Bruto.—Buenas palabras son mejores que malos golpes, Octavio.
Antonio.—En vuestros malos golpes, dáis buenas palabras, Bruto. Dígalo, si no, el agujero que hicisteis en el corazón de César, gritando: «Salve, viva César!»
Casio.—Antonio: de cómo dáis golpes, nada se sabe todavía; pero en cuanto á vuestras palabras, parecen haber quitado á las abejas toda su miel.
Antonio.—Y su aguijón también.
Bruto.—¡Oh, sí! y su zumbido; porque hacéis ruido como ellas y muy discretamente amenazáis antes de punzar.
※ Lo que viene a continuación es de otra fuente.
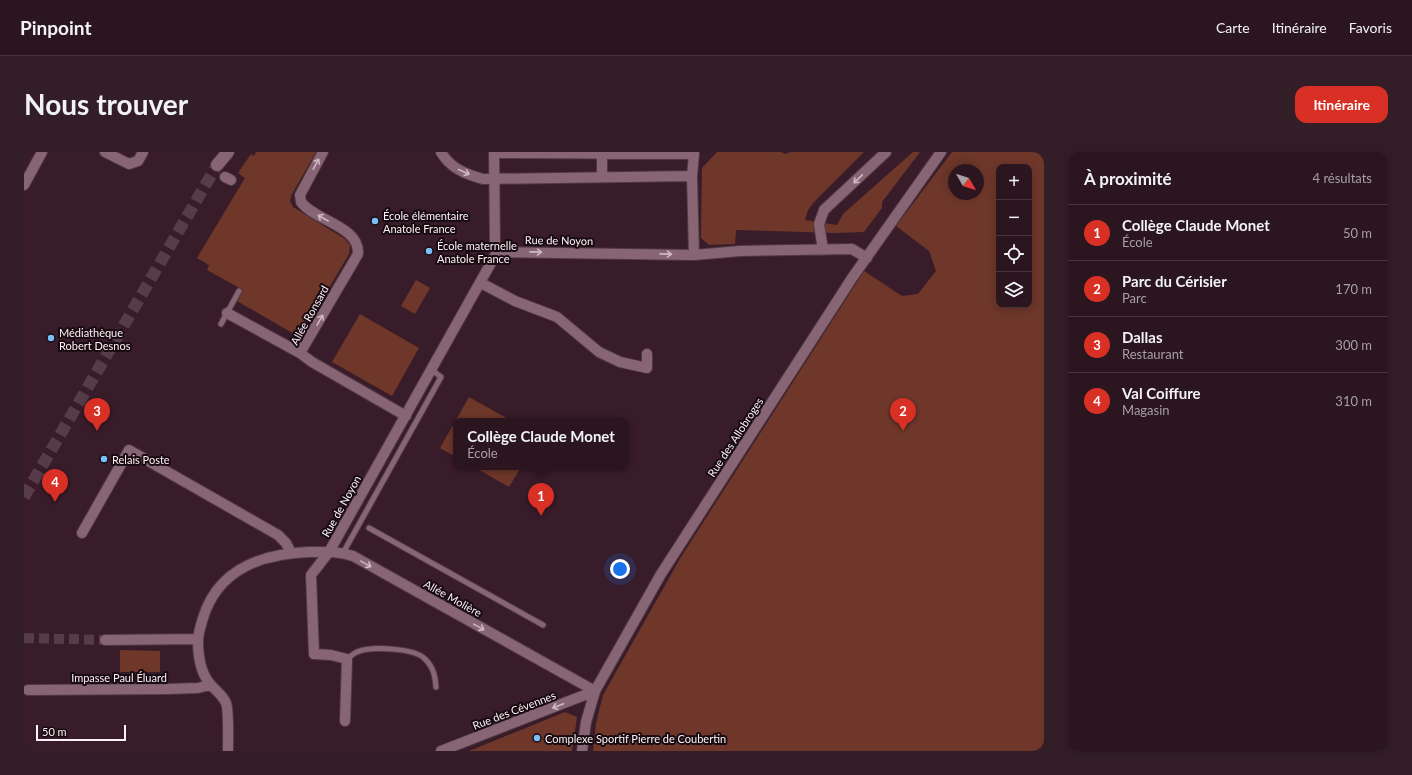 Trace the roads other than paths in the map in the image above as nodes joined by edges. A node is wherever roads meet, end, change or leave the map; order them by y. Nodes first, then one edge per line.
1 (42, 152) edge
2 (105, 152) edge
3 (143, 152) edge
4 (221, 152) edge
5 (228, 152) edge
6 (323, 152) edge
7 (441, 152) edge
8 (494, 152) edge
9 (886, 152) edge
10 (941, 152) edge
11 (696, 153) edge
12 (602, 154) junction
13 (692, 176) junction
14 (602, 177) junction
15 (494, 179) junction
16 (24, 185) edge
17 (823, 250) junction
18 (497, 252) junction
19 (694, 255) junction
20 (867, 258) junction
21 (481, 283) junction
22 (240, 290) dead end
23 (227, 313) junction
24 (221, 324) dead end
25 (300, 353) junction
26 (647, 354) dead end
27 (432, 370) junction
28 (406, 416) junction
29 (369, 528) dead end
30 (82, 533) dead end
31 (329, 552) junction
32 (292, 553) junction
33 (343, 553) junction
34 (543, 625) dead end
35 (106, 640) tunnel mouth
36 (198, 640) junction
37 (348, 659) junction
38 (210, 685) junction
39 (436, 687) dead end
40 (26, 690) edge
41 (595, 692) junction
42 (345, 721) dead end
43 (228, 751) edge
44 (441, 751) edge
45 (582, 751) edge

1 - 16 street
2 - 3 street
4 - 5 street
25 -> 6 street, Allée Ronsard
7 -> 15 street
8 - 12 street
8 - 15 street
9 -> 17 street
10 - 20 street, Rue des Allobroges
11 - 12 street
11 - 13 street
12 - 14 street
13 - 14 street
13 - 19 street
14 - 15 street
15 - 18 street
17 - 19 street, Rue de Noyon
17 - 20 street, Rue de Noyon
18 -> 19 street, Rue de Noyon
18 - 21 street, Rue de Noyon
20 - 41 street, Rue des Allobroges
21 - 26 street
21 - 27 street, Rue de Noyon
22 - 23 lane
23 - 24 lane
23 - 25 street
25 - 28 street, Allée Ronsard
27 - 28 street, Rue de Noyon
27 - 33 lane
28 - 31 street, Rue de Noyon
29 - 34 lane
30 - 32 street
31 - 32 street, Allée Molière
31 - 33 street, Allée Molière
31 - 37 street, Rue de Noyon
32 - 36 street, Allée Molière
33 -> 41 street, Allée Molière
35 - 36 street
36 - 38 street
37 - 39 lane
37 - 42 street
38 - 40 street, Impasse Paul Éluard
38 - 43 street
41 -> 44 street, Rue des Cévennes
41 - 45 street, Rue des Allobroges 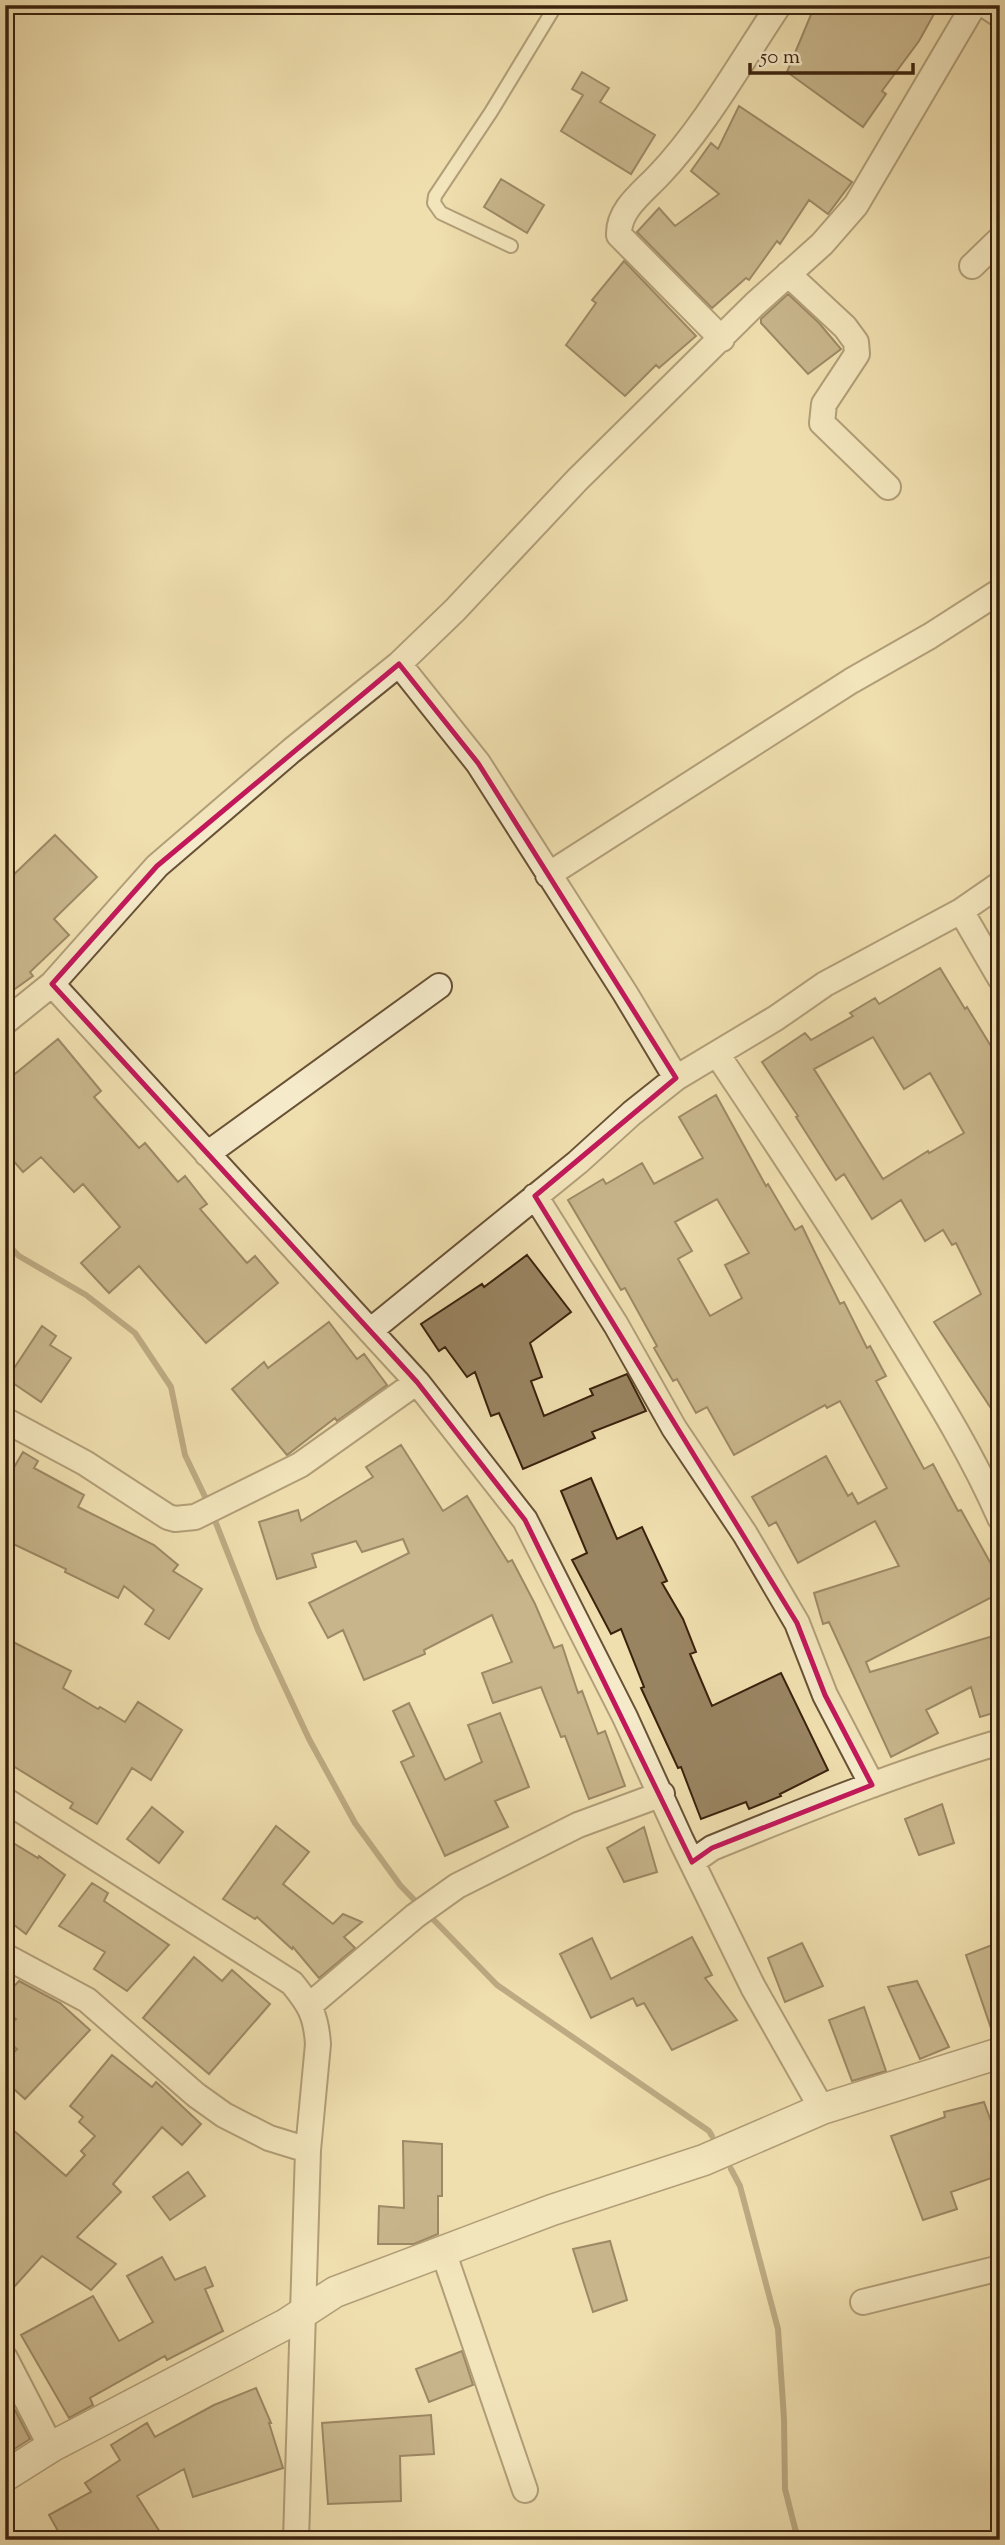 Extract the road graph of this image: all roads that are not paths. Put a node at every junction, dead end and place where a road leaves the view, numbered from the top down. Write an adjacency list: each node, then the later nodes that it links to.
1 (556, 5): 7 (lane)
2 (779, 5): 10 (street)
3 (974, 5): 9 (street)
4 (985, 5): 5 (street)
5 (1000, 15)
6 (1000, 239): 8 (street)
7 (511, 246)
8 (972, 266)
9 (788, 274): 10 (street); 11 (street)
10 (722, 340): 13 (street)
11 (888, 487)
12 (1000, 590): 14 (street)
13 (399, 664): 14 (street); 18 (street)
14 (548, 875): 22 (street)
15 (1000, 884): 16 (street)
16 (961, 911): 17 (street); 21 (street)
17 (1000, 978)
18 (52, 984): 20 (street); 23 (street)
19 (439, 986): 23 (street)
20 (5, 1022)
21 (717, 1054): 22 (street); 28 (street)
22 (676, 1078): 24 (street)
23 (207, 1154): 25 (street)
24 (535, 1196): 25 (street); 30 (street)
25 (370, 1331): 26 (street)
26 (417, 1382): 27 (street); 31 (street)
27 (5, 1420)
28 (1000, 1518)
29 (1000, 1742): 30 (street)
30 (872, 1785): 33 (street)
31 (662, 1794): 33 (street); 35 (street)
32 (5, 1800): 35 (street)
33 (692, 1862): 37 (street)
34 (5, 1956): 38 (street)
35 (310, 2005): 38 (street)
36 (1000, 2053): 37 (street)
37 (822, 2109): 39 (street)
38 (308, 2150): 42 (street)
39 (443, 2251): 42 (street); 46 (street)
40 (1000, 2268): 41 (street)
41 (863, 2302)
42 (304, 2310): 44 (street); 47 (street)
43 (5, 2358): 44 (street)
44 (51, 2447): 45 (street)
45 (5, 2476)
46 (526, 2490)
47 (296, 2540)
Antonio.—No lo hicisteis vosotros ¡villanos! cuando vuestros viles puñales tropezaban uno con otro en los costados de César! Mostrabais los dientes como monos, y hacíais fiestas como perros, y os inclinabais como siervos para besar los piés de César, mientras que el infernal Casca, como un miserable hería por la espalda el cuello de César! ¡Oh aduladores!
Casio.—¡Aduladores! Agradecedlo á vos mismo, Bruto, que, á haber dominado Casio, esa lengua no habría ofendido hoy así.
Octavio.—Venid, venid á la causa. Si la discusión trae gotas de sudor, la prueba de ella las traerá más coloridas. Mirad. Desnudo la espada contra conspiradores: ¿cuándo pensáis que volverá á la vaina? Nunca, mientras no queden bien vengadas las veintitres heridas de César, ó hasta que otro César se añada á la carnicería hecha por la espada de los traidores.
Bruto.—César, no morirás por manos de traidores, á menos que los traigas contigo.